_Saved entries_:
++++
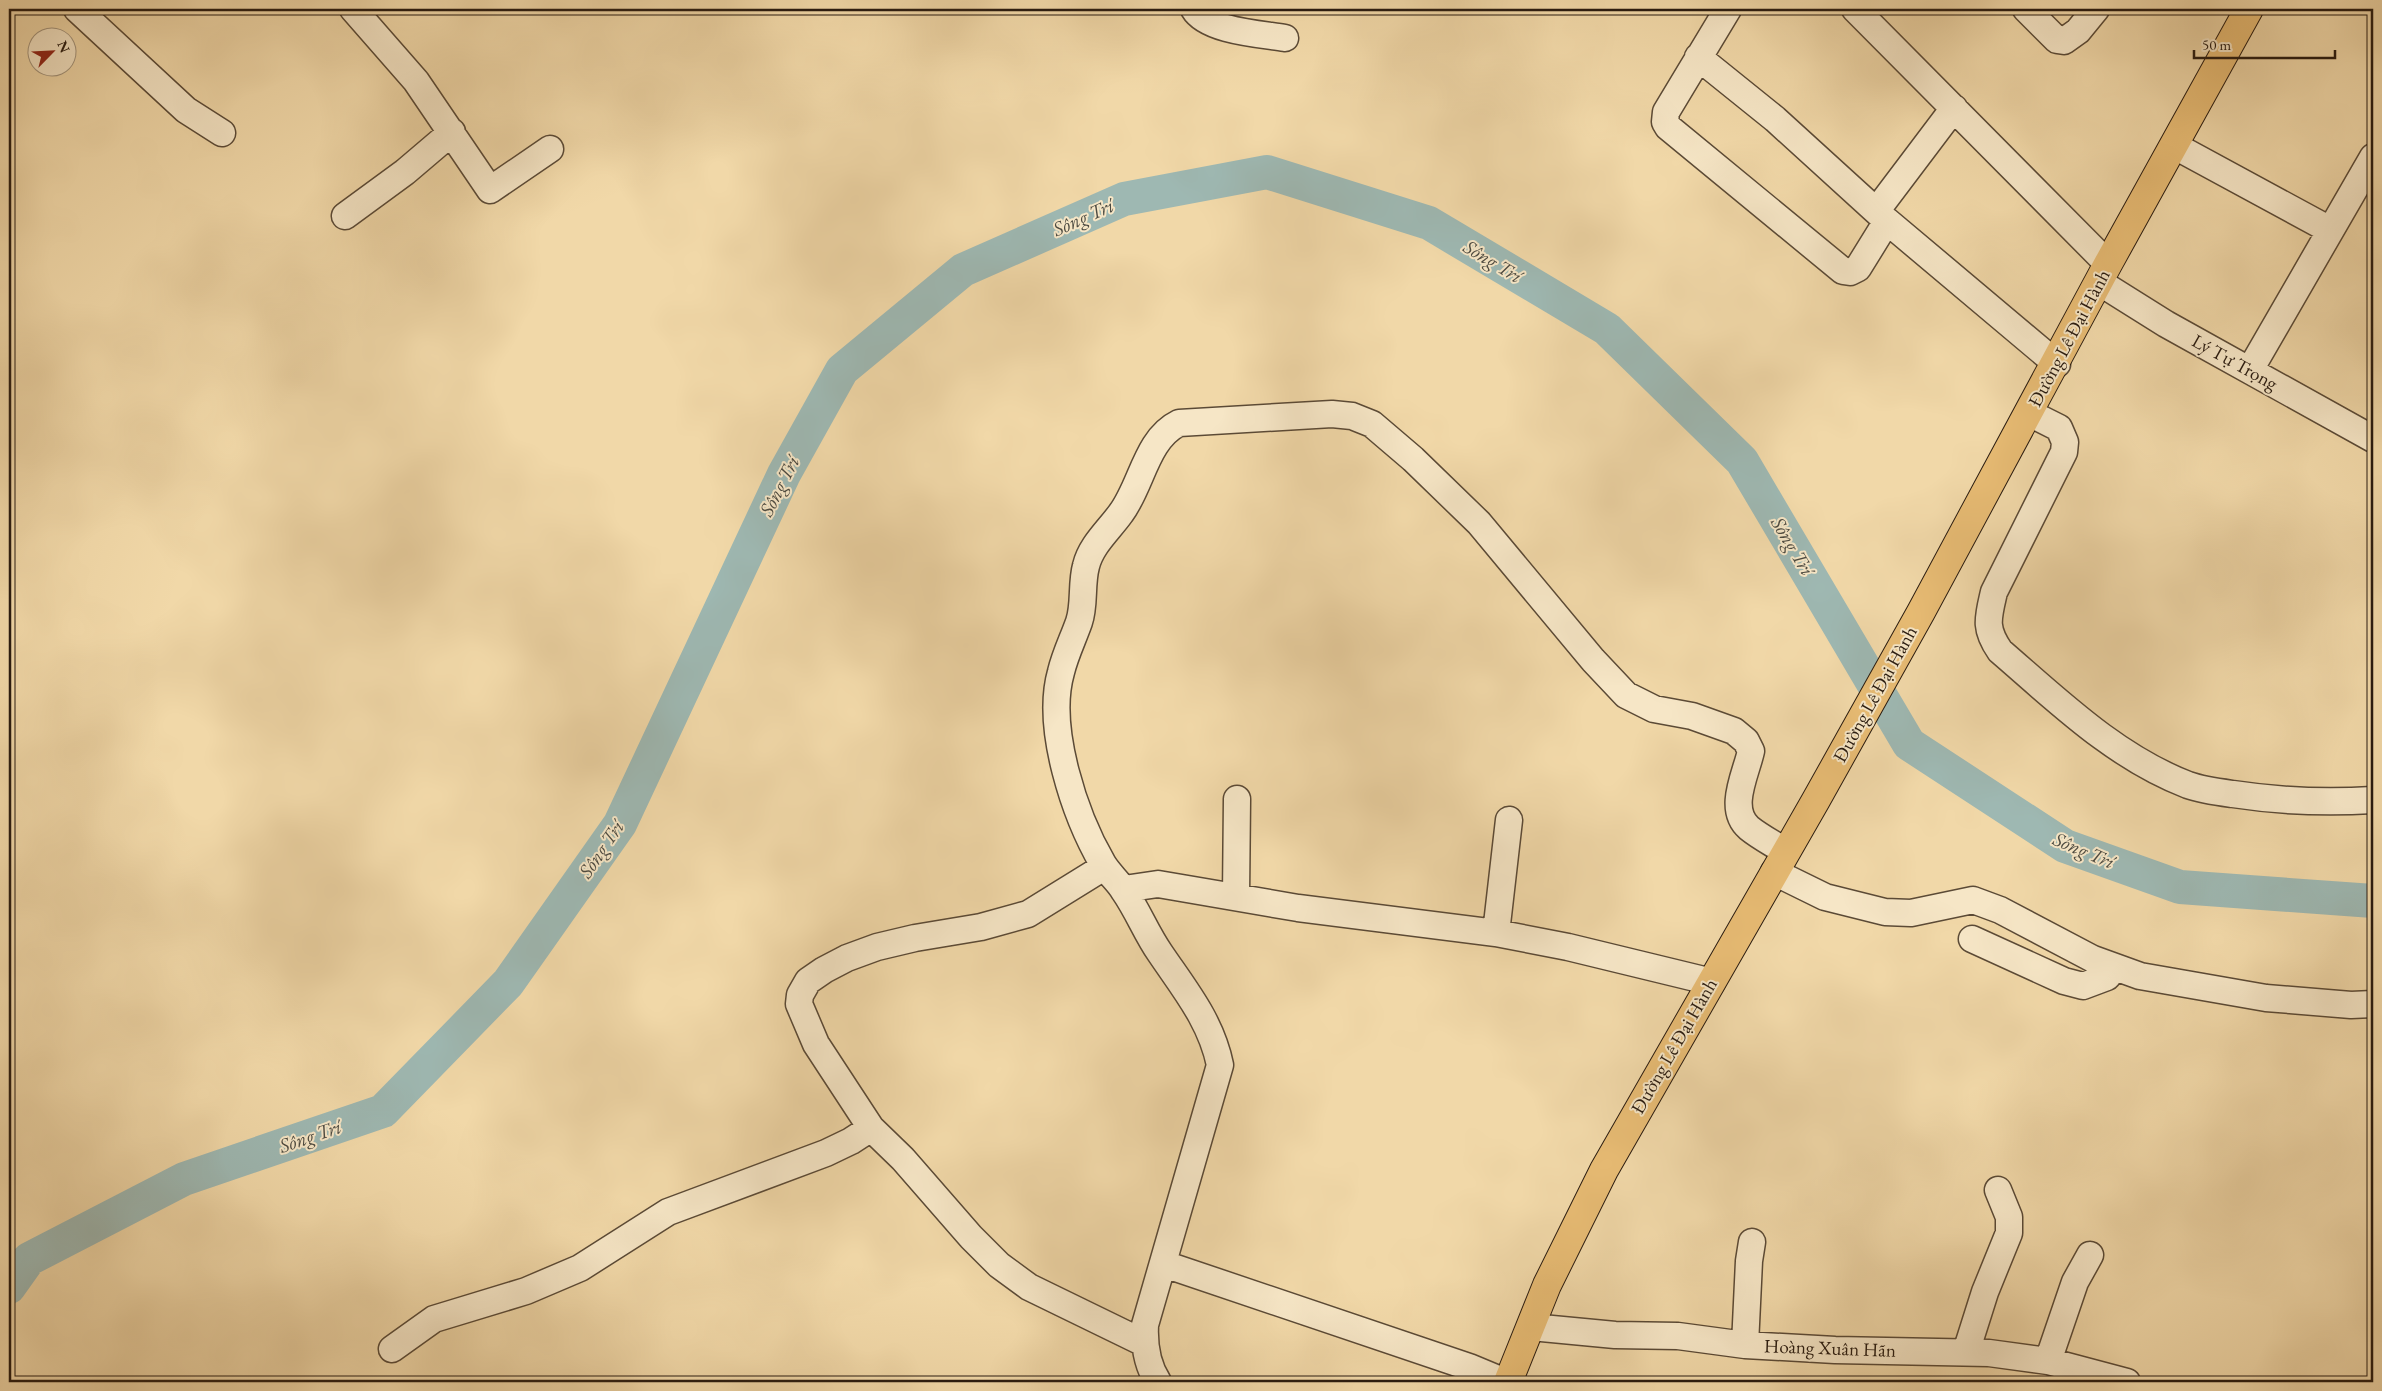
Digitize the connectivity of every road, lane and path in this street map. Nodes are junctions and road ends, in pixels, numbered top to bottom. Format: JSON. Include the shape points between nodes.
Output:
{"nodes":[{"id":1,"x":77,"y":9,"type":"edge"},
{"id":2,"x":353,"y":9,"type":"edge"},
{"id":3,"x":1194,"y":9,"type":"edge"},
{"id":4,"x":1728,"y":9,"type":"edge"},
{"id":5,"x":1855,"y":9,"type":"edge"},
{"id":6,"x":2026,"y":9,"type":"edge"},
{"id":7,"x":2096,"y":9,"type":"edge"},
{"id":8,"x":2249,"y":9,"type":"edge"},
{"id":9,"x":1285,"y":38,"type":"dead end"},
{"id":10,"x":1698,"y":57,"type":"junction"},
{"id":11,"x":1954,"y":108,"type":"junction"},
{"id":12,"x":452,"y":132,"type":"junction"},
{"id":13,"x":222,"y":133,"type":"dead end"},
{"id":14,"x":2175,"y":146,"type":"junction"},
{"id":15,"x":550,"y":149,"type":"dead end"},
{"id":16,"x":2373,"y":157,"type":"edge"},
{"id":17,"x":345,"y":216,"type":"dead end"},
{"id":18,"x":1882,"y":216,"type":"junction"},
{"id":19,"x":2330,"y":230,"type":"junction"},
{"id":20,"x":2104,"y":273,"type":"junction"},
{"id":21,"x":2057,"y":364,"type":"junction"},
{"id":22,"x":2250,"y":370,"type":"junction"},
{"id":23,"x":2029,"y":413,"type":"junction"},
{"id":24,"x":2373,"y":439,"type":"edge"},
{"id":25,"x":1238,"y":799,"type":"dead end"},
{"id":26,"x":2373,"y":800,"type":"edge"},
{"id":27,"x":1509,"y":820,"type":"dead end"},
{"id":28,"x":1780,"y":862,"type":"junction"},
{"id":29,"x":1104,"y":867,"type":"junction"},
{"id":30,"x":1124,"y":889,"type":"junction"},
{"id":31,"x":1236,"y":896,"type":"junction"},
{"id":32,"x":1496,"y":933,"type":"junction"},
{"id":33,"x":1972,"y":939,"type":"dead end"},
{"id":34,"x":2114,"y":968,"type":"junction"},
{"id":35,"x":1712,"y":982,"type":"junction"},
{"id":36,"x":2373,"y":1004,"type":"edge"},
{"id":37,"x":871,"y":1128,"type":"junction"},
{"id":38,"x":1998,"y":1190,"type":"dead end"},
{"id":39,"x":1752,"y":1242,"type":"dead end"},
{"id":40,"x":2090,"y":1255,"type":"dead end"},
{"id":41,"x":1164,"y":1264,"type":"junction"},
{"id":42,"x":1531,"y":1327,"type":"junction"},
{"id":43,"x":1144,"y":1343,"type":"junction"},
{"id":44,"x":1744,"y":1345,"type":"junction"},
{"id":45,"x":392,"y":1349,"type":"dead end"},
{"id":46,"x":1966,"y":1352,"type":"junction"},
{"id":47,"x":2048,"y":1361,"type":"junction"},
{"id":48,"x":1158,"y":1382,"type":"edge"},
{"id":49,"x":1506,"y":1382,"type":"edge"},
{"id":50,"x":2127,"y":1382,"type":"edge"}],
"edges":[{"from":1,"to":13,"type":"street","via":[[186,110]]},
{"from":2,"to":12,"type":"street","via":[[416,81]]},
{"from":3,"to":9,"type":"street","via":[[1198,16],[1214,24]]},
{"from":4,"to":10,"type":"street"},
{"from":5,"to":11,"type":"street","name":"Lý Tự Trọng"},
{"from":6,"to":7,"type":"street","via":[[2057,40],[2064,41],[2078,31]]},
{"from":8,"to":14,"type":"main road","name":"Đường Lê Đại Hành"},
{"from":10,"to":18,"type":"street","via":[[1775,119]]},
{"from":10,"to":18,"type":"street","via":[[1666,112],[1665,122],[1672,131],[1843,272],[1858,268]]},
{"from":11,"to":18,"type":"street"},
{"from":11,"to":20,"type":"street","name":"Lý Tự Trọng"},
{"from":12,"to":15,"type":"street","via":[[490,190]]},
{"from":12,"to":17,"type":"street"},
{"from":14,"to":19,"type":"street"},
{"from":14,"to":20,"type":"main road","name":"Đường Lê Đại Hành"},
{"from":16,"to":19,"type":"street"},
{"from":18,"to":21,"type":"street"},
{"from":19,"to":22,"type":"street"},
{"from":20,"to":21,"type":"main road","name":"Đường Lê Đại Hành"},
{"from":20,"to":22,"type":"street","name":"Lý Tự Trọng","via":[[2166,324]]},
{"from":21,"to":23,"type":"main road","name":"Đường Lê Đại Hành"},
{"from":22,"to":24,"type":"street","name":"Lý Tự Trọng"},
{"from":23,"to":26,"type":"street","via":[[2059,428],[2065,442],[2064,452],[1994,592],[1988,630],[2000,651],[2114,746],[2189,785],[2264,799]]},
{"from":23,"to":28,"type":"main road","name":"Đường Lê Đại Hành"},
{"from":25,"to":31,"type":"street"},
{"from":27,"to":32,"type":"street"},
{"from":28,"to":29,"type":"street","via":[[1741,818],[1739,796],[1751,751],[1740,734],[1692,716],[1654,709],[1626,695],[1479,523],[1413,459],[1372,424],[1352,416],[1332,414],[1179,422],[1167,428],[1122,512],[1092,551],[1085,570],[1080,618],[1061,673],[1057,710],[1069,781],[1084,828]]},
{"from":28,"to":34,"type":"street","via":[[1825,897],[1885,912],[1911,912],[1973,900],[2000,910]]},
{"from":28,"to":35,"type":"main road","name":"Đường Lê Đại Hành"},
{"from":29,"to":30,"type":"street"},
{"from":29,"to":37,"type":"street","via":[[1028,914],[981,927],[877,947],[847,958],[808,981],[798,1004],[804,1019],[816,1044]]},
{"from":30,"to":31,"type":"street","via":[[1158,884]]},
{"from":30,"to":41,"type":"street","via":[[1153,943],[1201,1014],[1216,1043],[1220,1065]]},
{"from":31,"to":32,"type":"street","via":[[1298,908]]},
{"from":32,"to":35,"type":"street"},
{"from":33,"to":34,"type":"street","via":[[2064,981],[2083,986],[2107,977]]},
{"from":34,"to":36,"type":"street","via":[[2140,976],[2266,998]]},
{"from":35,"to":42,"type":"main road","name":"Đường Lê Đại Hành","via":[[1604,1170],[1547,1285]]},
{"from":37,"to":43,"type":"street","via":[[1004,1269],[1028,1287]]},
{"from":37,"to":45,"type":"street","via":[[826,1153],[668,1212],[580,1268],[526,1290],[434,1319]]},
{"from":38,"to":46,"type":"street","via":[[2009,1217],[2009,1233],[1985,1292]]},
{"from":39,"to":44,"type":"street"},
{"from":40,"to":47,"type":"street","via":[[2074,1282]]},
{"from":41,"to":43,"type":"street","via":[[1145,1325]]},
{"from":41,"to":49,"type":"street"},
{"from":42,"to":44,"type":"street","name":"Hoàng Xuân Hãn","via":[[1615,1335],[1678,1336]]},
{"from":42,"to":49,"type":"main road","name":"Đường Lê Đại Hành"},
{"from":43,"to":48,"type":"street"},
{"from":44,"to":46,"type":"street","name":"Hoàng Xuân Hãn"},
{"from":46,"to":47,"type":"street","name":"Hoàng Xuân Hãn"},
{"from":47,"to":50,"type":"street","name":"Hoàng Xuân Hãn"}]}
++++
_BRIEF_:
Type out the data above again exactly as written, minus the images.

_YOUR RESPONSE_:
Digitize the connectivity of every road, lane and path in this street map. Nodes are junctions and road ends, in pixels, numbered top to bottom. Format: JSON. Include the shape points between nodes.
Output:
{"nodes":[{"id":1,"x":77,"y":9,"type":"edge"},
{"id":2,"x":353,"y":9,"type":"edge"},
{"id":3,"x":1194,"y":9,"type":"edge"},
{"id":4,"x":1728,"y":9,"type":"edge"},
{"id":5,"x":1855,"y":9,"type":"edge"},
{"id":6,"x":2026,"y":9,"type":"edge"},
{"id":7,"x":2096,"y":9,"type":"edge"},
{"id":8,"x":2249,"y":9,"type":"edge"},
{"id":9,"x":1285,"y":38,"type":"dead end"},
{"id":10,"x":1698,"y":57,"type":"junction"},
{"id":11,"x":1954,"y":108,"type":"junction"},
{"id":12,"x":452,"y":132,"type":"junction"},
{"id":13,"x":222,"y":133,"type":"dead end"},
{"id":14,"x":2175,"y":146,"type":"junction"},
{"id":15,"x":550,"y":149,"type":"dead end"},
{"id":16,"x":2373,"y":157,"type":"edge"},
{"id":17,"x":345,"y":216,"type":"dead end"},
{"id":18,"x":1882,"y":216,"type":"junction"},
{"id":19,"x":2330,"y":230,"type":"junction"},
{"id":20,"x":2104,"y":273,"type":"junction"},
{"id":21,"x":2057,"y":364,"type":"junction"},
{"id":22,"x":2250,"y":370,"type":"junction"},
{"id":23,"x":2029,"y":413,"type":"junction"},
{"id":24,"x":2373,"y":439,"type":"edge"},
{"id":25,"x":1238,"y":799,"type":"dead end"},
{"id":26,"x":2373,"y":800,"type":"edge"},
{"id":27,"x":1509,"y":820,"type":"dead end"},
{"id":28,"x":1780,"y":862,"type":"junction"},
{"id":29,"x":1104,"y":867,"type":"junction"},
{"id":30,"x":1124,"y":889,"type":"junction"},
{"id":31,"x":1236,"y":896,"type":"junction"},
{"id":32,"x":1496,"y":933,"type":"junction"},
{"id":33,"x":1972,"y":939,"type":"dead end"},
{"id":34,"x":2114,"y":968,"type":"junction"},
{"id":35,"x":1712,"y":982,"type":"junction"},
{"id":36,"x":2373,"y":1004,"type":"edge"},
{"id":37,"x":871,"y":1128,"type":"junction"},
{"id":38,"x":1998,"y":1190,"type":"dead end"},
{"id":39,"x":1752,"y":1242,"type":"dead end"},
{"id":40,"x":2090,"y":1255,"type":"dead end"},
{"id":41,"x":1164,"y":1264,"type":"junction"},
{"id":42,"x":1531,"y":1327,"type":"junction"},
{"id":43,"x":1144,"y":1343,"type":"junction"},
{"id":44,"x":1744,"y":1345,"type":"junction"},
{"id":45,"x":392,"y":1349,"type":"dead end"},
{"id":46,"x":1966,"y":1352,"type":"junction"},
{"id":47,"x":2048,"y":1361,"type":"junction"},
{"id":48,"x":1158,"y":1382,"type":"edge"},
{"id":49,"x":1506,"y":1382,"type":"edge"},
{"id":50,"x":2127,"y":1382,"type":"edge"}],
"edges":[{"from":1,"to":13,"type":"street","via":[[186,110]]},
{"from":2,"to":12,"type":"street","via":[[416,81]]},
{"from":3,"to":9,"type":"street","via":[[1198,16],[1214,24]]},
{"from":4,"to":10,"type":"street"},
{"from":5,"to":11,"type":"street","name":"Lý Tự Trọng"},
{"from":6,"to":7,"type":"street","via":[[2057,40],[2064,41],[2078,31]]},
{"from":8,"to":14,"type":"main road","name":"Đường Lê Đại Hành"},
{"from":10,"to":18,"type":"street","via":[[1775,119]]},
{"from":10,"to":18,"type":"street","via":[[1666,112],[1665,122],[1672,131],[1843,272],[1858,268]]},
{"from":11,"to":18,"type":"street"},
{"from":11,"to":20,"type":"street","name":"Lý Tự Trọng"},
{"from":12,"to":15,"type":"street","via":[[490,190]]},
{"from":12,"to":17,"type":"street"},
{"from":14,"to":19,"type":"street"},
{"from":14,"to":20,"type":"main road","name":"Đường Lê Đại Hành"},
{"from":16,"to":19,"type":"street"},
{"from":18,"to":21,"type":"street"},
{"from":19,"to":22,"type":"street"},
{"from":20,"to":21,"type":"main road","name":"Đường Lê Đại Hành"},
{"from":20,"to":22,"type":"street","name":"Lý Tự Trọng","via":[[2166,324]]},
{"from":21,"to":23,"type":"main road","name":"Đường Lê Đại Hành"},
{"from":22,"to":24,"type":"street","name":"Lý Tự Trọng"},
{"from":23,"to":26,"type":"street","via":[[2059,428],[2065,442],[2064,452],[1994,592],[1988,630],[2000,651],[2114,746],[2189,785],[2264,799]]},
{"from":23,"to":28,"type":"main road","name":"Đường Lê Đại Hành"},
{"from":25,"to":31,"type":"street"},
{"from":27,"to":32,"type":"street"},
{"from":28,"to":29,"type":"street","via":[[1741,818],[1739,796],[1751,751],[1740,734],[1692,716],[1654,709],[1626,695],[1479,523],[1413,459],[1372,424],[1352,416],[1332,414],[1179,422],[1167,428],[1122,512],[1092,551],[1085,570],[1080,618],[1061,673],[1057,710],[1069,781],[1084,828]]},
{"from":28,"to":34,"type":"street","via":[[1825,897],[1885,912],[1911,912],[1973,900],[2000,910]]},
{"from":28,"to":35,"type":"main road","name":"Đường Lê Đại Hành"},
{"from":29,"to":30,"type":"street"},
{"from":29,"to":37,"type":"street","via":[[1028,914],[981,927],[877,947],[847,958],[808,981],[798,1004],[804,1019],[816,1044]]},
{"from":30,"to":31,"type":"street","via":[[1158,884]]},
{"from":30,"to":41,"type":"street","via":[[1153,943],[1201,1014],[1216,1043],[1220,1065]]},
{"from":31,"to":32,"type":"street","via":[[1298,908]]},
{"from":32,"to":35,"type":"street"},
{"from":33,"to":34,"type":"street","via":[[2064,981],[2083,986],[2107,977]]},
{"from":34,"to":36,"type":"street","via":[[2140,976],[2266,998]]},
{"from":35,"to":42,"type":"main road","name":"Đường Lê Đại Hành","via":[[1604,1170],[1547,1285]]},
{"from":37,"to":43,"type":"street","via":[[1004,1269],[1028,1287]]},
{"from":37,"to":45,"type":"street","via":[[826,1153],[668,1212],[580,1268],[526,1290],[434,1319]]},
{"from":38,"to":46,"type":"street","via":[[2009,1217],[2009,1233],[1985,1292]]},
{"from":39,"to":44,"type":"street"},
{"from":40,"to":47,"type":"street","via":[[2074,1282]]},
{"from":41,"to":43,"type":"street","via":[[1145,1325]]},
{"from":41,"to":49,"type":"street"},
{"from":42,"to":44,"type":"street","name":"Hoàng Xuân Hãn","via":[[1615,1335],[1678,1336]]},
{"from":42,"to":49,"type":"main road","name":"Đường Lê Đại Hành"},
{"from":43,"to":48,"type":"street"},
{"from":44,"to":46,"type":"street","name":"Hoàng Xuân Hãn"},
{"from":46,"to":47,"type":"street","name":"Hoàng Xuân Hãn"},
{"from":47,"to":50,"type":"street","name":"Hoàng Xuân Hãn"}]}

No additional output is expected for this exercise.